Ron resta un instant sans voix, puis éclata brusquement de rire. Il se roulait par terre en se tenant les côtes tellement il riait.
- T'as embrassé Malfoy !! s'exclama-t-il, toujours par terre, secoué de hoquets. Nan mais t'as vu sa tête ? C'était trop tordant, on aurait du prendre une photo ! C'était incroyable, unique !
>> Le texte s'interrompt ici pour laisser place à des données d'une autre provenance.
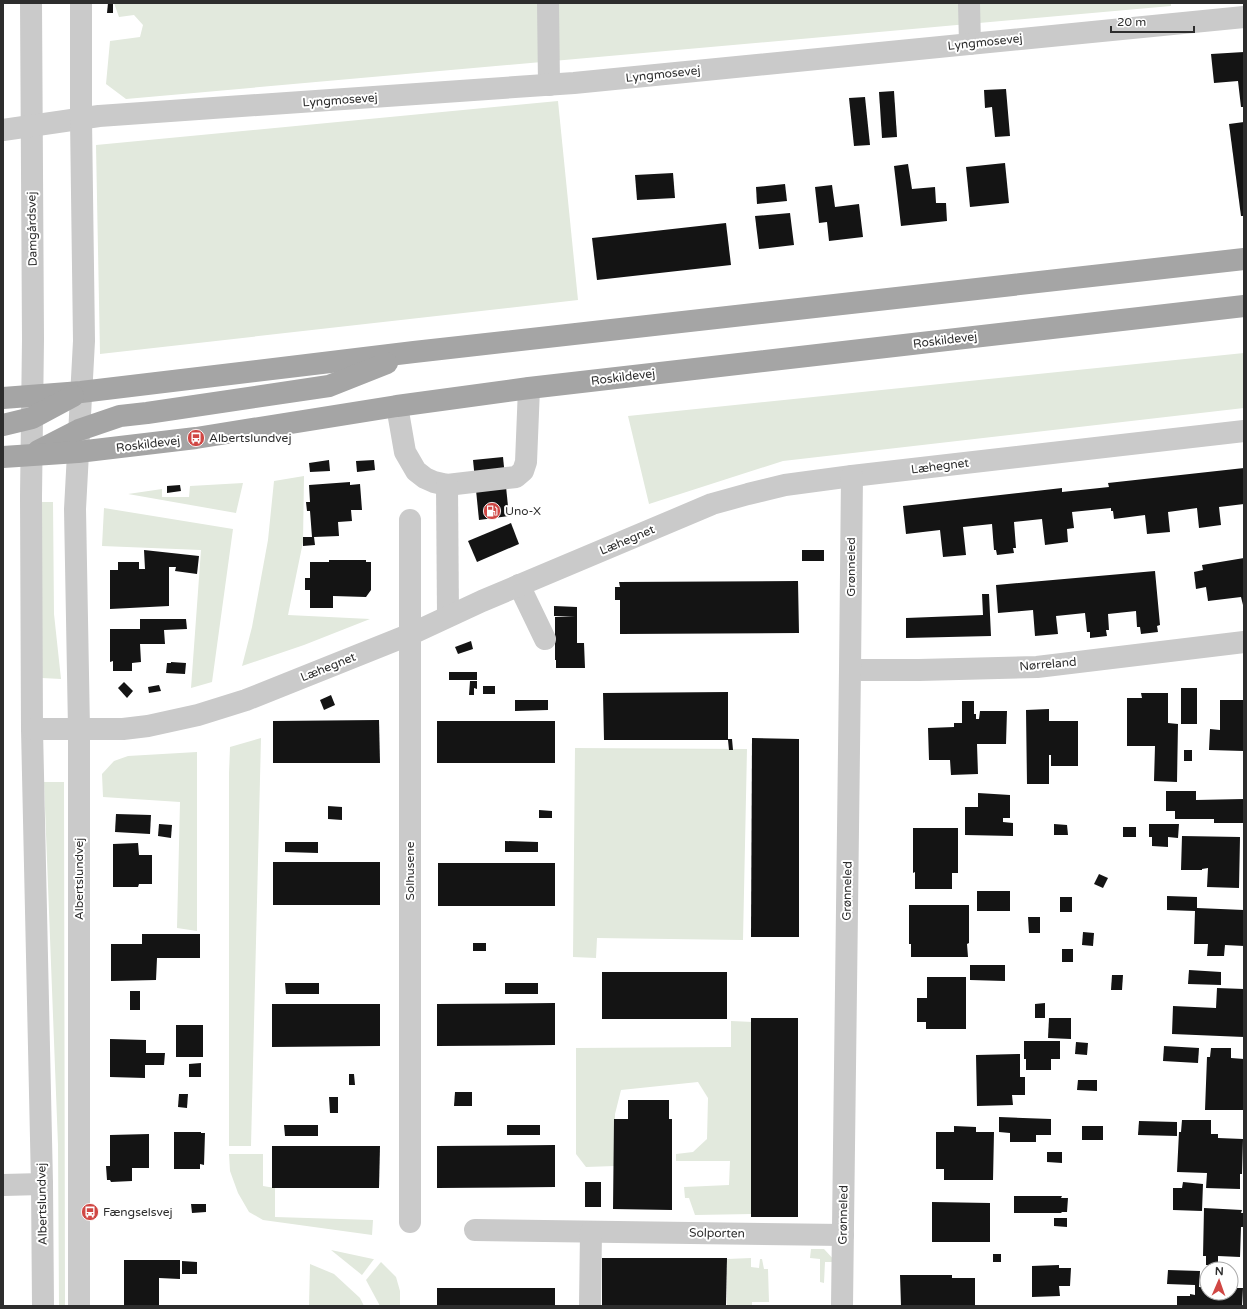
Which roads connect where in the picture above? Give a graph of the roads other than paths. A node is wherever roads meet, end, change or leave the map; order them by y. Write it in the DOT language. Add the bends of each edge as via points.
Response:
graph roads {
  1 [pos="30,3"];
  2 [pos="81,3"];
  3 [pos="548,3"];
  4 [pos="969,3"];
  5 [pos="1244,17"];
  6 [pos="970,44"];
  7 [pos="549,85"];
  8 [pos="81,119"];
  9 [pos="31,125"];
  10 [pos="3,130"];
  11 [pos="1244,259"];
  12 [pos="1244,306"];
  13 [pos="414,352"];
  14 [pos="529,388"];
  15 [pos="81,392"];
  16 [pos="32,396"];
  17 [pos="3,398"];
  18 [pos="397,406"];
  19 [pos="32,418"];
  20 [pos="3,425"];
  21 [pos="79,430"];
  22 [pos="1244,431"];
  23 [pos="78,452"];
  24 [pos="32,455"];
  25 [pos="3,457"];
  26 [pos="852,476"];
  27 [pos="447,486"];
  28 [pos="410,520"];
  29 [pos="519,585"];
  30 [pos="448,616"];
  31 [pos="410,634"];
  32 [pos="545,638"];
  33 [pos="1244,642"];
  34 [pos="850,670"];
  35 [pos="32,729"];
  36 [pos="79,729"];
  37 [pos="42,1184"];
  38 [pos="3,1185"];
  39 [pos="410,1222"];
  40 [pos="475,1230"];
  41 [pos="591,1232"];
  42 [pos="843,1235"];
  43 [pos="43,1306"];
  44 [pos="79,1306"];
  45 [pos="590,1306"];
  46 [pos="842,1306"];
  1 -- 9 [label="street, Damgårdsvej"];
  2 -- 8 [label="street"];
  3 -- 7 [label="street"];
  4 -- 6 [label="street"];
  5 -- 6 [label="street, Lyngmosevej"];
  6 -- 7 [label="street, Lyngmosevej"];
  7 -- 8 [label="street, Lyngmosevej"];
  8 -- 9 [label="street, Lyngmosevej"];
  8 -- 15 [label="street" via="84,341"];
  9 -- 10 [label="street, Lyngmosevej"];
  9 -- 16 [label="street, Damgårdsvej"];
  11 -- 13 [label="main road"];
  12 -- 14 [label="main road, Roskildevej"];
  13 -- 15 [label="main road"];
  13 -- 21 [label="main road" via="329,386 120,416"];
  14 -- 18 [label="main road, Roskildevej"];
  14 -- 27 [label="street" via="526,462 522,471 516,477"];
  15 -- 16 [label="main road"];
  15 -- 19 [label="main road"];
  15 -- 21 [label="street"];
  16 -- 17 [label="main road"];
  16 -- 19 [label="street, Damgårdsvej"];
  18 -- 23 [label="main road, Roskildevej" via="196,438"];
  18 -- 27 [label="street" via="405,452 416,471 425,478"];
  19 -- 20 [label="main road"];
  19 -- 24 [label="street, Damgårdsvej"];
  21 -- 23 [label="street"];
  21 -- 24 [label="main road"];
  22 -- 26 [label="street, Læhegnet"];
  23 -- 24 [label="main road, Roskildevej"];
  23 -- 36 [label="street, Albertslundvej" via="75,509"];
  24 -- 25 [label="main road, Roskildevej"];
  24 -- 35 [label="street, Albertslundvej"];
  26 -- 29 [label="street, Læhegnet" via="785,485 712,504"];
  26 -- 34 [label="street, Grønneled"];
  27 -- 30 [label="street"];
  28 -- 31 [label="street, Solhusene"];
  29 -- 30 [label="street, Læhegnet"];
  29 -- 32 [label="street"];
  30 -- 31 [label="street, Læhegnet"];
  31 -- 36 [label="street, Læhegnet" via="246,700 198,715 148,726"];
  31 -- 39 [label="street, Solhusene"];
  33 -- 34 [label="street, Nørreland" via="1037,667"];
  34 -- 42 [label="street, Grønneled"];
  35 -- 36 [label="street, Læhegnet"];
  35 -- 37 [label="street, Albertslundvej"];
  36 -- 44 [label="street, Albertslundvej"];
  37 -- 38 [label="street"];
  37 -- 43 [label="street, Albertslundvej"];
  40 -- 41 [label="street, Solporten"];
  41 -- 42 [label="street, Solporten"];
  41 -- 45 [label="street"];
  42 -- 46 [label="street, Grønneled"];
}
Harry esquissa un sourire en voyant son meilleur ami commençant à hurler carrément de rire, se roulant toujours par terre, secoué de hoquets incontrôlables. Harry dût l'aider à se relever, tellement il riait. Finalement, il jugea préférable de retourner dans la salle commune, vu l'était de Ron. En entrant dans le hall, le roux riait toujours autant, et dans l'escalier, pareil. Arrivés au 7e étage, Harry lança le mot de passe à la Grosse Dame. Mais, cette fois, le ridicule de ce mot de passe ne le vexa pas. Au contraire. Il sourit largement, et Ron, perdant totalement le contrôle de lui-même, se roula de nouveau par terre dans la salle commune, hurlant de rire comme un fou, sans se préoccuper des regards choqués et inquiets de Dean, Seamus et Neville. Harry leur dit qu'il leur raconterait tout plus tard, et emmena Ron à grand peine dans le dortoir pour qu'il calme son fou rire ailleurs. Harry sourit de nouveau en voyant que Ron, devenu écarlate, pleurait de rire. Aussitôt dans le dortoir, le roux se jeta sur son lit et étouffa ses éclats de rire dans son oreiller. Harry retourna s'asseoir contre le rebord de la fenêtre et, regardant le parc à travers la vitre, vit que le couple n'avait toujours pas repris sa place. Soudain, il eut l'image fugitive de lui et Drago en train de s'embrasser sur ce banc, dans le parc. Bien que cette vision disparut de temps d'un éclair, Harry frissonna et appuya son front contre la vitre froide, le cerveau bouillonnant de pensées. Toutes dirigées vers la même personne. Drago.